Ahora, existen muchos grados diferentes de dificultad en el cruce de una calle, a saber: calles de un sentido, de doble sentido; calle principal o aledaña. No es igual cruzar desde la esquina del hospital Rosales a la esquina del Parque Cuscatlán; o atravesar la avenida Juan Pablo Segundo al salir de la Alcaldía o simplemente, desde de la Universidad Nacional hacia el Hospital de niños Benjamín Bloom. Todas requieren habilidades de diferente índole.
Pero la más exigente de todas es sin duda ese tipo de calle principal de doble vía. Es que detenerse en la raya que un día fue amarilla de mitad de la calle, es decir, en esa invisible línea que demarca las rutas de los vehículos que van y los que vienen, es una solución eficiente para un enamorado no correspondido, un suicida o un loco.
Entonces, qué hacer si te ves en la necesidad de cruzar esa calle, sin las habilidades normales de los transeúntes consuetudinarios de ese frenético lugar llamado San Salvador. Qué hacer si te encuentras por ejemplo, allá por la calle Bernal, con un semáforo ignorado, con la ausencia de los cruces peatonales a los que estás acostumbrado en las esquinas del país donde resides, o sin la ocasional cortesía o la amabilidad de un conductor que te ceda el paso.

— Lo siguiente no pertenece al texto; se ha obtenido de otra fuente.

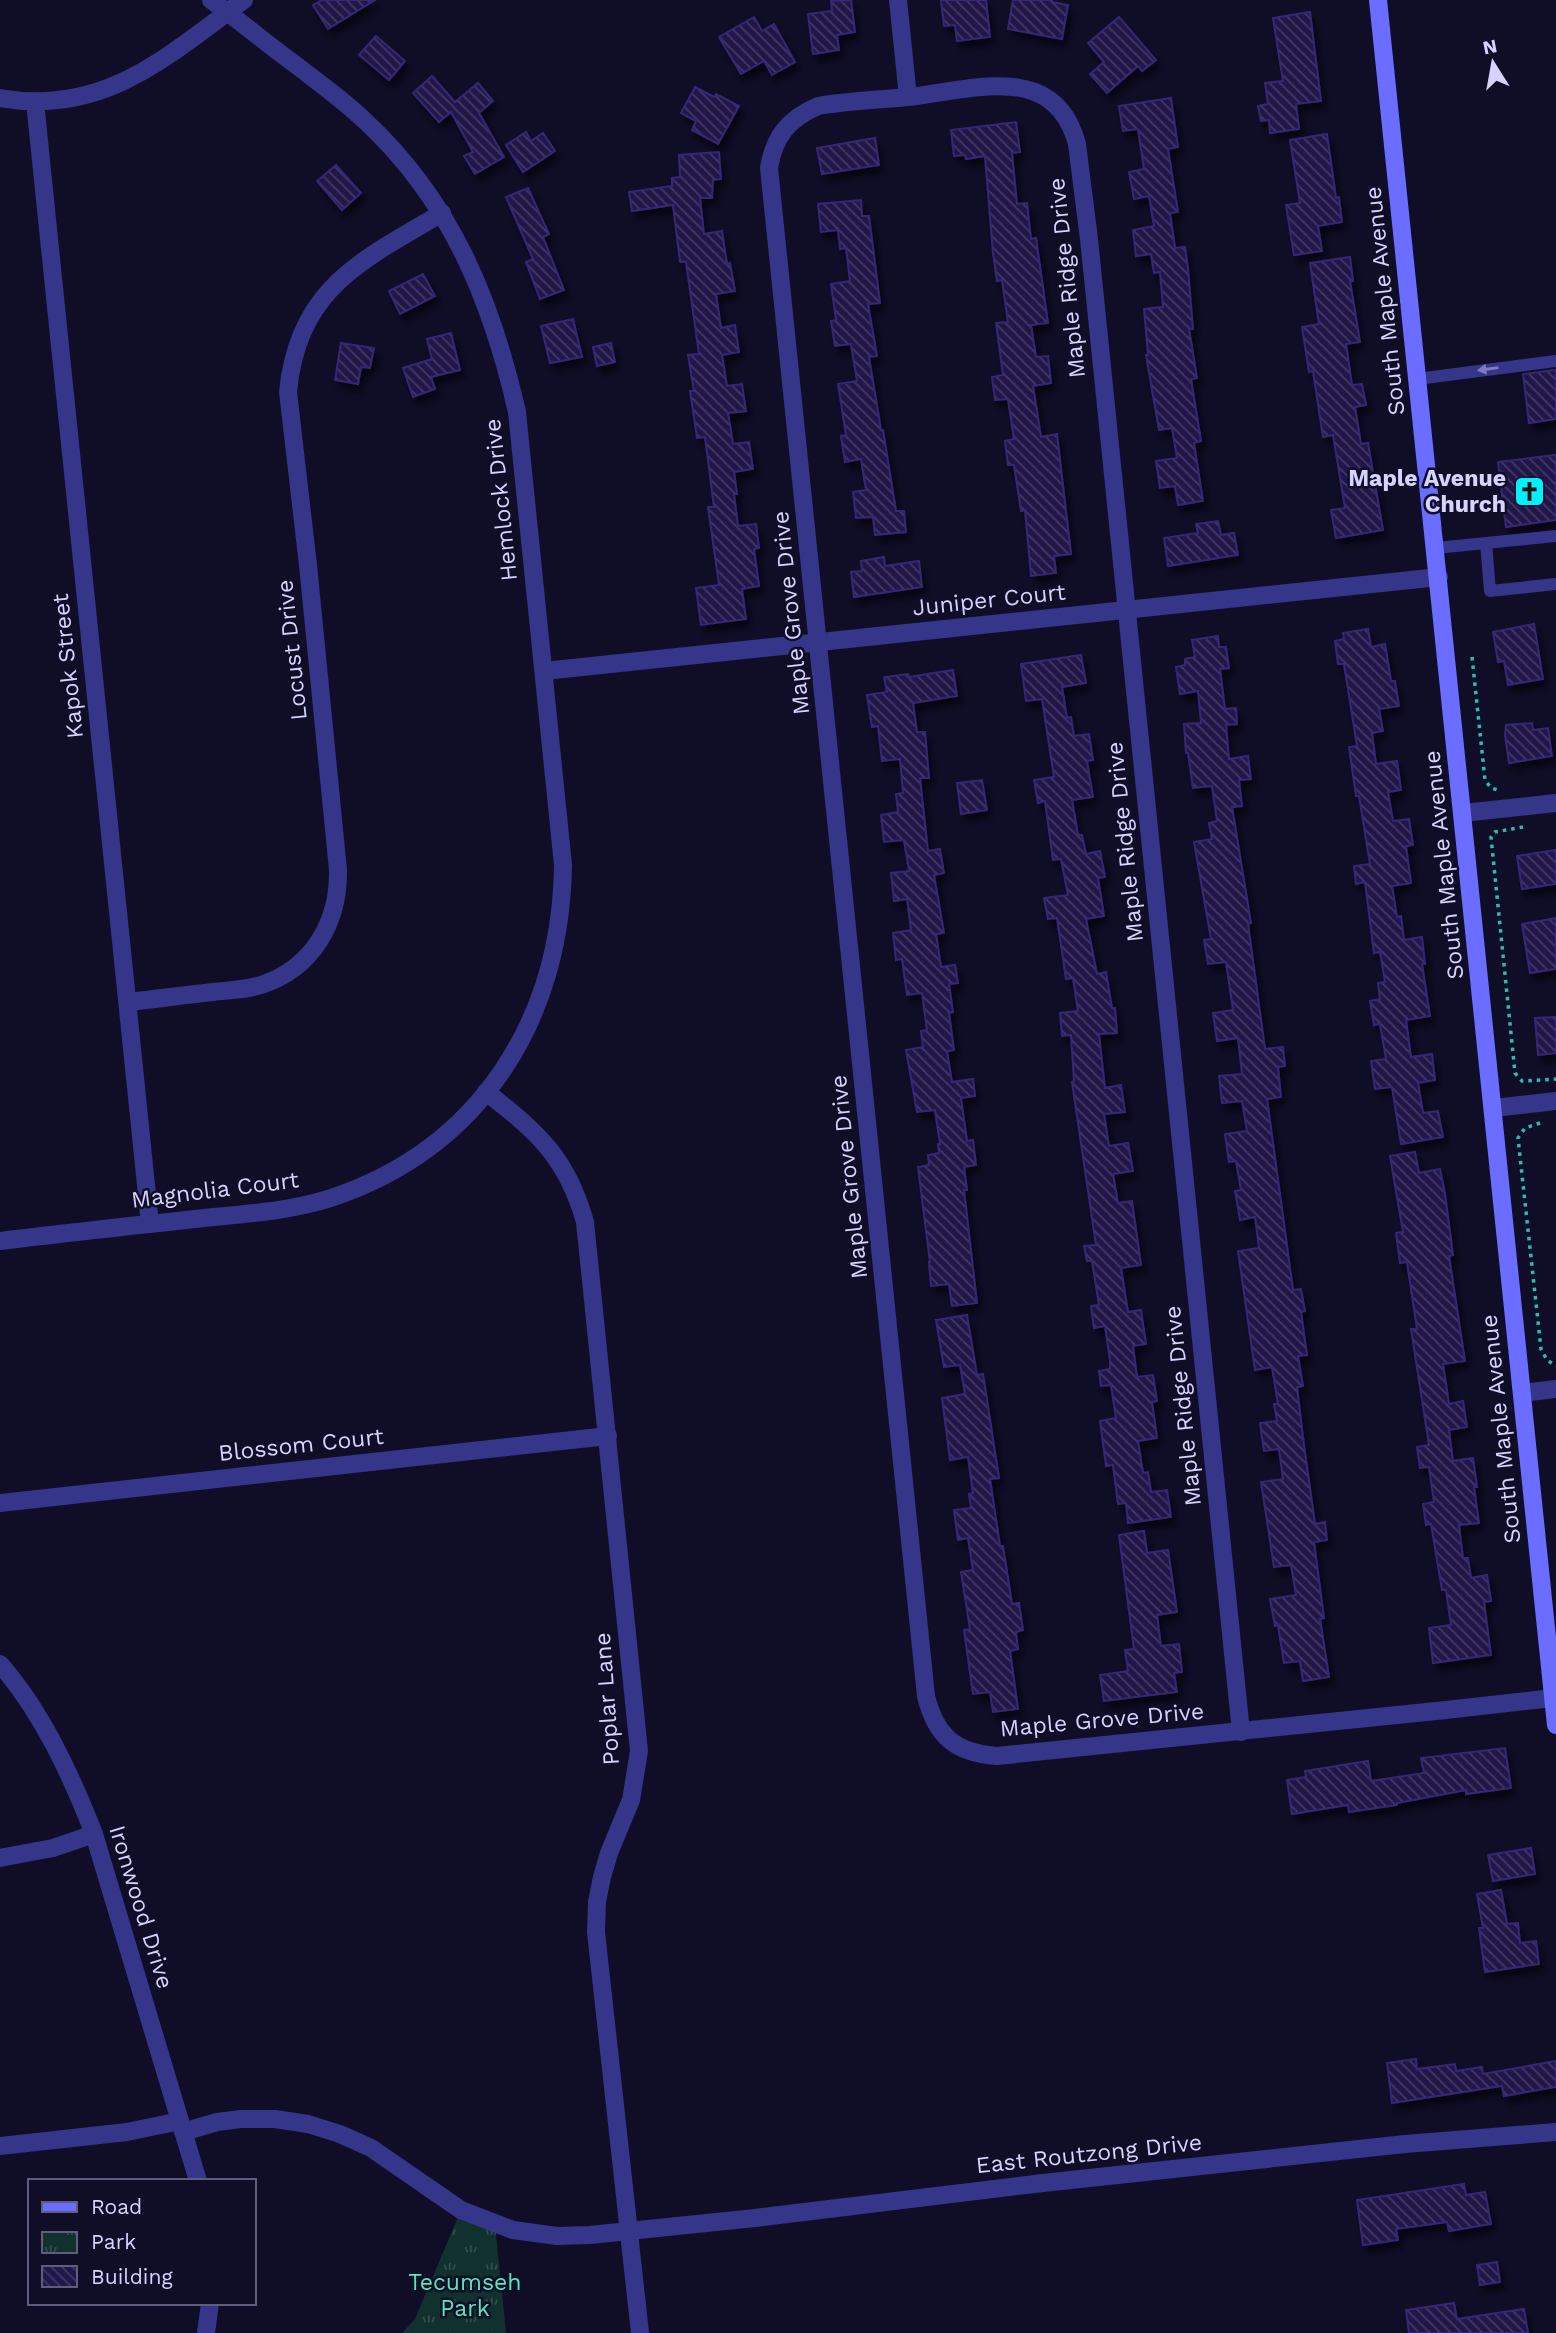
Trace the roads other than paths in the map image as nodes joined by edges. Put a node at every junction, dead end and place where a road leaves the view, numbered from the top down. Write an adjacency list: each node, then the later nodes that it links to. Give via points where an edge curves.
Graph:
1 (211, 0): 5 (street, Hemlock Drive)
2 (244, 0): 5 (street)
3 (898, 0): 6 (street)
4 (1378, 0): 11 (main road, South Maple Avenue)
5 (227, 12): 8 (street, via 124,83 80,97); 9 (street, Hemlock Drive, via 364,120 406,164)
6 (908, 97): 17 (street, Maple Ridge Drive, via 1022,88 1053,102 1073,129 1089,239); 18 (street, Maple Grove Drive, via 826,105 801,114 778,137 769,168)
7 (0, 99): 8 (street)
8 (35, 102): 22 (street, Kapok Street)
9 (442, 213): 19 (street, Hemlock Drive, via 485,300 517,412); 22 (street, Locust Drive, via 339,279 299,338 289,375 338,870 331,920 303,961 274,980)
10 (1556, 361): 11 (lane, one-way to 11)
11 (1417, 379): 14 (main road, South Maple Avenue)
12 (1556, 536): 13 (lane)
13 (1486, 543): 14 (lane); 16 (lane, via 1490,591)
14 (1437, 548): 15 (main road, South Maple Avenue)
15 (1439, 577): 17 (street, Juniper Court); 21 (main road, South Maple Avenue)
16 (1556, 583)
17 (1127, 611): 18 (street, Juniper Court); 35 (street, Maple Ridge Drive)
18 (819, 642): 19 (street, Juniper Court); 35 (street, Maple Grove Drive, via 930,1714 953,1744 988,1755)
19 (544, 671): 23 (street, Hemlock Drive, via 563,865 560,922 541,999 523,1038)
20 (1556, 803): 21 (street)
21 (1464, 813): 25 (main road, South Maple Avenue)
22 (128, 1002): 26 (street, Kapok Street)
23 (486, 1092): 26 (street, Magnolia Court, via 438,1140 400,1166 331,1198 280,1210); 30 (street, Poplar Lane, via 545,1142 579,1200)
24 (1556, 1101): 25 (street)
25 (1494, 1108): 29 (main road, South Maple Avenue)
26 (150, 1224): 27 (street, Magnolia Court)
27 (0, 1241)
28 (1556, 1390): 29 (street)
29 (1522, 1393): 33 (main road, South Maple Avenue)
30 (608, 1436): 31 (street, Blossom Court); 42 (street, Poplar Lane, via 639,1751 631,1800 601,1877 596,1932)
31 (0, 1503)
32 (0, 1664): 36 (street, Ironwood Drive, via 57,1751)
33 (1553, 1698): 34 (main road, South Maple Avenue); 35 (street, Maple Grove Drive)
34 (1556, 1725)
35 (1241, 1732)
36 (94, 1834): 37 (street); 38 (street, Ironwood Drive)
37 (0, 1858)
38 (182, 2126): 40 (street, East Routzong Drive); 41 (street, Ironwood Drive); 42 (street, East Routzong Drive, via 241,2119 308,2124 371,2148 448,2203 495,2225 557,2236)
39 (1556, 2132): 42 (street, East Routzong Drive, via 1405,2144)
40 (0, 2146)
41 (197, 2179)
42 (629, 2231): 45 (street, Poplar Lane)
43 (210, 2305): 44 (street)
44 (206, 2333)
45 (640, 2333)

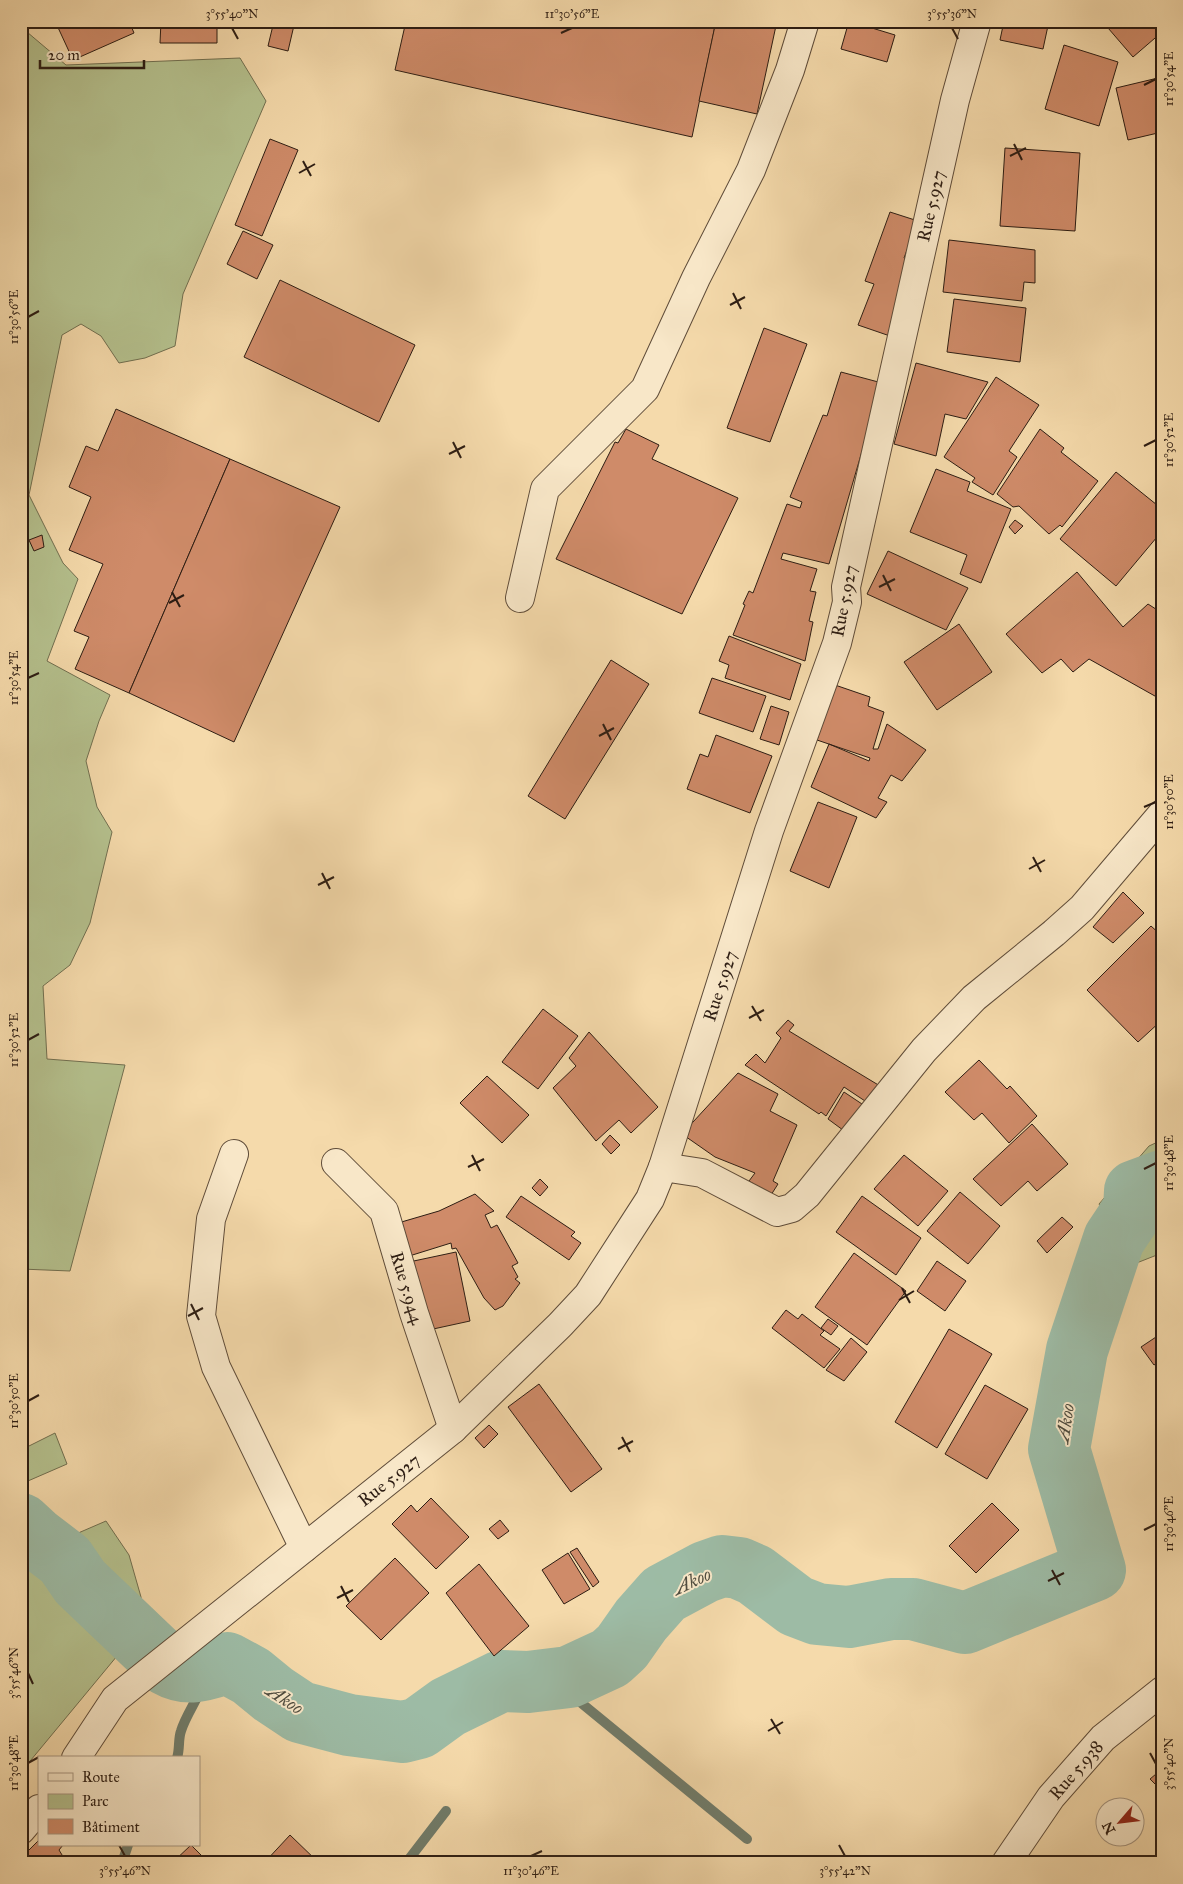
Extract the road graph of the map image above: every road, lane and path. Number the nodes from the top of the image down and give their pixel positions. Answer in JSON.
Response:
{"nodes":[{"id":1,"x":805,"y":21,"type":"edge"},
{"id":2,"x":978,"y":21,"type":"edge"},
{"id":3,"x":520,"y":598,"type":"dead end"},
{"id":4,"x":1162,"y":814,"type":"edge"},
{"id":5,"x":234,"y":1154,"type":"dead end"},
{"id":6,"x":336,"y":1163,"type":"dead end"},
{"id":7,"x":663,"y":1167,"type":"junction"},
{"id":8,"x":453,"y":1429,"type":"junction"},
{"id":9,"x":304,"y":1548,"type":"junction"},
{"id":10,"x":1162,"y":1691,"type":"edge"},
{"id":11,"x":77,"y":1756,"type":"edge"},
{"id":12,"x":38,"y":1811,"type":"edge"},
{"id":13,"x":21,"y":1830,"type":"edge"},
{"id":14,"x":1006,"y":1863,"type":"edge"}],
"edges":[{"from":1,"to":3,"type":"street"},
{"from":2,"to":7,"type":"street","name":"Rue 5.927"},
{"from":4,"to":7,"type":"street"},
{"from":5,"to":9,"type":"street"},
{"from":6,"to":8,"type":"street","name":"Rue 5.944"},
{"from":7,"to":8,"type":"street","name":"Rue 5.927"},
{"from":8,"to":9,"type":"street","name":"Rue 5.927"},
{"from":9,"to":11,"type":"street","name":"Rue 5.927"},
{"from":10,"to":14,"type":"street","name":"Rue 5.938"},
{"from":12,"to":13,"type":"street"}]}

Un amigo, ha patentado un método para esa riesgosa ocasión: aproxímate a la orilla, ten calma, y si no hay personas con las que cruzar como sombra nerviosa a su costado, aplica las ciencias de la biología, de la teoría de la evolución, el método de la observación, y los principios de la co-existencia humana y animal: espera por un perro callejero que busque pasar.
Si, espera por él o por élla. Aproxímate, no lo suficiente como para que todo termine en mordida, pero si lo necesario, para mirar sus movimientos. Verás que el animal otea el horizonte, que espera, que se agacha y retrocede. Que yergue las orejas, que azuza el olfato y se alista a correr, para luego detenerse, esperar un segundo y luego, decididamente, cruzar de un tirón ambos lados de la avenida. Es entonces, en ese lapso de tiempo que abarca un parpadear, donde debes lanzarte a correr junto a él como siguiendo un guía salvador. No importa tambalear, temblar, llenarte de adrenalina hasta las uñas, sentir sobre tu pecho ese exceso de peso corporal que has venido acumulando con las décadas. ¡No importa! Lo importante es que lo has logrado, has cruzado, has llegado con vida a la otra orilla.
Así que, si te has de ver en esa terrible circunstancia, sólo observa, espera y luego di con propiedad y decisión: “ Achís, tras deste chucho hiueputa me voy”.